Средневековый Понт - Сергей Павлович Карпов
В античности Понт считали относительно холодным районом. Аристотель, например, писал, что из-за зимнего холода на Понте не разводят ослов, чувствительных к морозам, а птицы зимой улетают оттуда в более южные места[3]. Он же отмечал резкие перепады между зимними холодами и летним зноем[4].
Однако, рассматривая Понтийскую область в целом, можно выделить три климатических зоны. Первая из них — прибрежная полоса влажных субтропиков. В Трапезунде в год выпадает в среднем 875 мм осадков, а на восточной границе, в Батуми, даже 2500 мм. Средняя температура воздуха в Трапезунде составляет весной 12°, летом — 22,5°, осенью — 17°, зимой — 7,5°. Весна особенно капризна, с резкими перепадами давления, сменами направления ветра, иногда — бурями и грозами. Лето стабильно жаркое, но влажное, осенью облачность уменьшается, солнечных и ясных дней становится больше, частные дожди, как правило короткие, сменяются хорошей погодой. Зима относительно мягкая, хотя временами ветер с гор приносит кратковременное понижение температуры до нулевых отметок. Такие погодные условия нередко способствовали эрозии почв, порождали те странные, разделяемые оврагами, небольшими речками и протоками столовидные возвышения, на одном из которых и был построен Трапезунд. Буйная, яркая растительность поражала взгляд путешественника, прибывавшего с моря или из внутренних областей Анатолии. Климат благоприятствовал виноградарству и виноделию, садоводству, но не выращиванию злаков из-за сильно пересеченной местности.

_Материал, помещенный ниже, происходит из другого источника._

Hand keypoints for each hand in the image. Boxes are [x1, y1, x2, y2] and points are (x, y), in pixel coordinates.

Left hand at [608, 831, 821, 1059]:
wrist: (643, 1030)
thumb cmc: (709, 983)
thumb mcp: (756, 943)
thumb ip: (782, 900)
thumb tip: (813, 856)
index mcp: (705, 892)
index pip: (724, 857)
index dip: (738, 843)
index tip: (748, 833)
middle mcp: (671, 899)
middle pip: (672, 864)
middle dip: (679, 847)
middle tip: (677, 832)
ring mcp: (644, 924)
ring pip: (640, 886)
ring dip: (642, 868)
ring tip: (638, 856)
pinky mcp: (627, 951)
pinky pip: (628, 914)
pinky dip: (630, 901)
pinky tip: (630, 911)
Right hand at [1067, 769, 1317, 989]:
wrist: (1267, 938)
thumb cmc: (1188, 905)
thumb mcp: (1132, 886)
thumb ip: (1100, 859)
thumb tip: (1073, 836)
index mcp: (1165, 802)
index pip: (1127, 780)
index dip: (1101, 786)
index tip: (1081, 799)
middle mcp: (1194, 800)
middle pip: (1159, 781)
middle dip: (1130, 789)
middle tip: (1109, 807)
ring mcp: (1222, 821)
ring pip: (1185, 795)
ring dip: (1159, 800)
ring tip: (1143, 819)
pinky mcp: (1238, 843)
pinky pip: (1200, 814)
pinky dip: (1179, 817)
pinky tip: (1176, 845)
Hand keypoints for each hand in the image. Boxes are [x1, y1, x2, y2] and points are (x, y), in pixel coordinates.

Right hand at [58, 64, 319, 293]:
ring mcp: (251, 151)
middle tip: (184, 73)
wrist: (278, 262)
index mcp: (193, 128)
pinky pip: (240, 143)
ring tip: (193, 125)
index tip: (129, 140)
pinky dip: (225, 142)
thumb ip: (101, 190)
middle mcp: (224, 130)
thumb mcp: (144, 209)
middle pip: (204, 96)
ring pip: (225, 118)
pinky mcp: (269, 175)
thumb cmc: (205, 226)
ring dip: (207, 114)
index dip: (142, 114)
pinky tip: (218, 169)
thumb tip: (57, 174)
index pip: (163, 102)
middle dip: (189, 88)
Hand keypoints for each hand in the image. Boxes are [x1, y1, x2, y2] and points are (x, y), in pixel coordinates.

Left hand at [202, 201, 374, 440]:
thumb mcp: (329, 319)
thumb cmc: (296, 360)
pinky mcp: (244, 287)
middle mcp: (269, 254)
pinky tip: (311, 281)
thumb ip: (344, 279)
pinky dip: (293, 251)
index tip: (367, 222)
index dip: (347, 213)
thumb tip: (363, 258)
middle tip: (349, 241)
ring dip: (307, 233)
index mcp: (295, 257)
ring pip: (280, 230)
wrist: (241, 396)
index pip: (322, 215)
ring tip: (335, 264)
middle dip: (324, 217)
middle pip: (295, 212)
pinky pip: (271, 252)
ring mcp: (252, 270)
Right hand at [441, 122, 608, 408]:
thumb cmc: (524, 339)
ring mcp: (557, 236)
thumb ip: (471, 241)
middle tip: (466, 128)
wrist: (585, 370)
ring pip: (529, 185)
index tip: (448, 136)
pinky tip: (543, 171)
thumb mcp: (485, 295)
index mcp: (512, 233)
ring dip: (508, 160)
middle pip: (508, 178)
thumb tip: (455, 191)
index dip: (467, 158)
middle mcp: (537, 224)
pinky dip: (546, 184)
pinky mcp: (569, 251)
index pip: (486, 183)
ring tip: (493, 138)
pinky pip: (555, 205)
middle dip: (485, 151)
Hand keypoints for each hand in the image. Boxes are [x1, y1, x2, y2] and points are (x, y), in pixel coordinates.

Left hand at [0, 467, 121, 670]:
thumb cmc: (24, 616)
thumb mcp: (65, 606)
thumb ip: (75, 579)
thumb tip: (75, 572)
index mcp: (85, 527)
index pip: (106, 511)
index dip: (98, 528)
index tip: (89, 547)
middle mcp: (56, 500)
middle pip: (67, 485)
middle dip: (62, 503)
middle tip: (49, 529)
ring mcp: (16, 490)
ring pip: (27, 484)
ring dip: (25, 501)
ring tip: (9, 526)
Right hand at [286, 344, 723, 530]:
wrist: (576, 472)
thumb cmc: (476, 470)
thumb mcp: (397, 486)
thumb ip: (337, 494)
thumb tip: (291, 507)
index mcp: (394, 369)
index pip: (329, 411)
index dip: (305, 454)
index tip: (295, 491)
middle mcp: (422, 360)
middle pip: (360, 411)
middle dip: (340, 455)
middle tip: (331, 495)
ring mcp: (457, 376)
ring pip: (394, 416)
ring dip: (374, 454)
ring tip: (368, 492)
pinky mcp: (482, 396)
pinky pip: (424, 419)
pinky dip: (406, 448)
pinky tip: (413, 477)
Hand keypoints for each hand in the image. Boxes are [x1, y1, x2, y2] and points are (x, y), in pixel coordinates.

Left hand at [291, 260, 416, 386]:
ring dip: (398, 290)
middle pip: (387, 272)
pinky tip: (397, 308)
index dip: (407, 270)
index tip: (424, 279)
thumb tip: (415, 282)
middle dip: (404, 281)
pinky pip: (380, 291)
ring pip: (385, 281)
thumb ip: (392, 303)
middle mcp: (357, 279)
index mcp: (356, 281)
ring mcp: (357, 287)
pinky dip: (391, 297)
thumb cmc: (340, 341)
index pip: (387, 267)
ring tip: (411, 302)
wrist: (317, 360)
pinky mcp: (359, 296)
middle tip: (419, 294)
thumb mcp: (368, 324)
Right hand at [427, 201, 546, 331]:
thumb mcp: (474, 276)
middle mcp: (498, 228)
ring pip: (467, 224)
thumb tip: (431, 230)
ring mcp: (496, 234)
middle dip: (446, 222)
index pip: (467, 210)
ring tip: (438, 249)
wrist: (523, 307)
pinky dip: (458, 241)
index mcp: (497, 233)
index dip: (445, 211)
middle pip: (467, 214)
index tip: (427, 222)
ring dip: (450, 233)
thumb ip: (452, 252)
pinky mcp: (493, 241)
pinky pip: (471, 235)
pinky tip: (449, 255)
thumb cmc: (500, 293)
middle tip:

Вторую зону составляла полоса высокогорных пастбищ (яйл) с плавным переходом от смешанных лесов к альпийской природе, с ее азалиями и рододендронами, придававшими особую красоту горам весной и особый пьянящий вкус горному понтийскому меду. Леса изобиловали дичью, а охота на куропаток, особенно в период их миграции, была легким и распространенным занятием. Эта полоса в средние века как бы отделяла оседлых земледельцев, греков и лазов, от полукочевого тюркского населения скотоводов. Здесь, на яйлах, шла длительная борьба за летние выпасы скота, за обладание высокогорными пастбищами, нередко совпадавшая с защитой границ Трапезундской империи. В эту борьбу были вовлечены не только местные жители, но и войска Трапезундской империи и ее тюркских соседей[5]. Она получила отражение как в «Трапезундской хронике»[6], так и в огузском героическом эпосе «Деде Коркут»[7].
За перевалами, лежала третья зона, засушливое плато, с резко континентальным сухим климатом, значительными перепадами температур между зимой и летом и скудной растительностью. Она начиналась уже сразу, как только путник спускался с южных склонов Понтийских гор. С самим Трапезундом экономически были более всего связаны лежавшие в этой зоне район Пайперта и Халдии. Хотя там издавна выращивали злаки и даже превратили селения в житницы приморских городов, район был безлесным, и даже тростник (как топливо и строительный материал), собираемый по течению неблизких рек, например, Сирмены, представлял большую ценность и мог служить подарком даже епископу Пайперта[8].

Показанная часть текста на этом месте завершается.